The records that appear below are to be restated word for word.

══ Study material

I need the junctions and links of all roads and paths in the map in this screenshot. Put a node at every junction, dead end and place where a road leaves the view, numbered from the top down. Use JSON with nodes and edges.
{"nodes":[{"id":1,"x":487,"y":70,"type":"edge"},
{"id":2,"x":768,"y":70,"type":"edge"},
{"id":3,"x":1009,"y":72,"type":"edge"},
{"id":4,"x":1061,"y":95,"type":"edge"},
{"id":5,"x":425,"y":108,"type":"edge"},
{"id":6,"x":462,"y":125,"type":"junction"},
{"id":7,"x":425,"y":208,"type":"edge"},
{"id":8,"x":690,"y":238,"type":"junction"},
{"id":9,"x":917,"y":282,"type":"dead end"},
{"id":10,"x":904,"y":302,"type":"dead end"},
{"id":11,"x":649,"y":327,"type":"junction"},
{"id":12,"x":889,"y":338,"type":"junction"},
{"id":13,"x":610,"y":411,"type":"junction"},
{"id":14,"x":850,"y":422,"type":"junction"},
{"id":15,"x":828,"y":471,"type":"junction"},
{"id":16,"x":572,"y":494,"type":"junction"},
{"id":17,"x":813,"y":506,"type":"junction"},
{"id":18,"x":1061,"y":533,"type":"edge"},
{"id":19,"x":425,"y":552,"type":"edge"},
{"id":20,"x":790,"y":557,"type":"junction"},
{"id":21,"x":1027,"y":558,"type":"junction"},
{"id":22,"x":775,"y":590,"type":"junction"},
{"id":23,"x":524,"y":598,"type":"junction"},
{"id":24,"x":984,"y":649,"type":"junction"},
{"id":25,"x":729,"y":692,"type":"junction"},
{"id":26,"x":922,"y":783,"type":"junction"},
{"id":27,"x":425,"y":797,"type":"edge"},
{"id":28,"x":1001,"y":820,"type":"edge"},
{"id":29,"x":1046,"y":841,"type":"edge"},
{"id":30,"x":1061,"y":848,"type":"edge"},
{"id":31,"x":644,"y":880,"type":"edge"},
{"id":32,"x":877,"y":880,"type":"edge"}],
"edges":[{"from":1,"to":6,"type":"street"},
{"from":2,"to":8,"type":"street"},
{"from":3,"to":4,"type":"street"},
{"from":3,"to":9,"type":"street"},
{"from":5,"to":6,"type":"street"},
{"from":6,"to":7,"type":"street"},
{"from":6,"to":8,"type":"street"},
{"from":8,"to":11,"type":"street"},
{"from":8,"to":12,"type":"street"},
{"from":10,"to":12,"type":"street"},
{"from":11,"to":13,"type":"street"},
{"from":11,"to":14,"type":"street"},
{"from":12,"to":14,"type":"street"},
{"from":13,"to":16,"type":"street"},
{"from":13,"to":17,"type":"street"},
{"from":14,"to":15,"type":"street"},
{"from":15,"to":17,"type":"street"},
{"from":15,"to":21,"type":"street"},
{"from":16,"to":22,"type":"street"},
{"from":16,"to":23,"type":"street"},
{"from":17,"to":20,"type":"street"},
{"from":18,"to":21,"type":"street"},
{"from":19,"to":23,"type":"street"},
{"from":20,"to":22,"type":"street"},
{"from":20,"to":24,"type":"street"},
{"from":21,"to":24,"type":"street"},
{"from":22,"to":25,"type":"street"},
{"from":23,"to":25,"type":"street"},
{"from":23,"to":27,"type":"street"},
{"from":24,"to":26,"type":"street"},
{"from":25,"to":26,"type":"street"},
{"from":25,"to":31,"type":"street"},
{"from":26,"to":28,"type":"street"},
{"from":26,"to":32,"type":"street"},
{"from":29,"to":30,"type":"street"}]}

════

* [Reply to the task]:
I need the junctions and links of all roads and paths in the map in this screenshot. Put a node at every junction, dead end and place where a road leaves the view, numbered from the top down. Use JSON with nodes and edges.
{"nodes":[{"id":1,"x":487,"y":70,"type":"edge"},
{"id":2,"x":768,"y":70,"type":"edge"},
{"id":3,"x":1009,"y":72,"type":"edge"},
{"id":4,"x":1061,"y":95,"type":"edge"},
{"id":5,"x":425,"y":108,"type":"edge"},
{"id":6,"x":462,"y":125,"type":"junction"},
{"id":7,"x":425,"y":208,"type":"edge"},
{"id":8,"x":690,"y":238,"type":"junction"},
{"id":9,"x":917,"y":282,"type":"dead end"},
{"id":10,"x":904,"y":302,"type":"dead end"},
{"id":11,"x":649,"y":327,"type":"junction"},
{"id":12,"x":889,"y":338,"type":"junction"},
{"id":13,"x":610,"y":411,"type":"junction"},
{"id":14,"x":850,"y":422,"type":"junction"},
{"id":15,"x":828,"y":471,"type":"junction"},
{"id":16,"x":572,"y":494,"type":"junction"},
{"id":17,"x":813,"y":506,"type":"junction"},
{"id":18,"x":1061,"y":533,"type":"edge"},
{"id":19,"x":425,"y":552,"type":"edge"},
{"id":20,"x":790,"y":557,"type":"junction"},
{"id":21,"x":1027,"y":558,"type":"junction"},
{"id":22,"x":775,"y":590,"type":"junction"},
{"id":23,"x":524,"y":598,"type":"junction"},
{"id":24,"x":984,"y":649,"type":"junction"},
{"id":25,"x":729,"y":692,"type":"junction"},
{"id":26,"x":922,"y":783,"type":"junction"},
{"id":27,"x":425,"y":797,"type":"edge"},
{"id":28,"x":1001,"y":820,"type":"edge"},
{"id":29,"x":1046,"y":841,"type":"edge"},
{"id":30,"x":1061,"y":848,"type":"edge"},
{"id":31,"x":644,"y":880,"type":"edge"},
{"id":32,"x":877,"y":880,"type":"edge"}],
"edges":[{"from":1,"to":6,"type":"street"},
{"from":2,"to":8,"type":"street"},
{"from":3,"to":4,"type":"street"},
{"from":3,"to":9,"type":"street"},
{"from":5,"to":6,"type":"street"},
{"from":6,"to":7,"type":"street"},
{"from":6,"to":8,"type":"street"},
{"from":8,"to":11,"type":"street"},
{"from":8,"to":12,"type":"street"},
{"from":10,"to":12,"type":"street"},
{"from":11,"to":13,"type":"street"},
{"from":11,"to":14,"type":"street"},
{"from":12,"to":14,"type":"street"},
{"from":13,"to":16,"type":"street"},
{"from":13,"to":17,"type":"street"},
{"from":14,"to":15,"type":"street"},
{"from":15,"to":17,"type":"street"},
{"from":15,"to":21,"type":"street"},
{"from":16,"to":22,"type":"street"},
{"from":16,"to":23,"type":"street"},
{"from":17,"to":20,"type":"street"},
{"from":18,"to":21,"type":"street"},
{"from":19,"to":23,"type":"street"},
{"from":20,"to":22,"type":"street"},
{"from":20,"to":24,"type":"street"},
{"from":21,"to":24,"type":"street"},
{"from":22,"to":25,"type":"street"},
{"from":23,"to":25,"type":"street"},
{"from":23,"to":27,"type":"street"},
{"from":24,"to":26,"type":"street"},
{"from":25,"to":26,"type":"street"},
{"from":25,"to":31,"type":"street"},
{"from":26,"to":28,"type":"street"},
{"from":26,"to":32,"type":"street"},
{"from":29,"to":30,"type":"street"}]}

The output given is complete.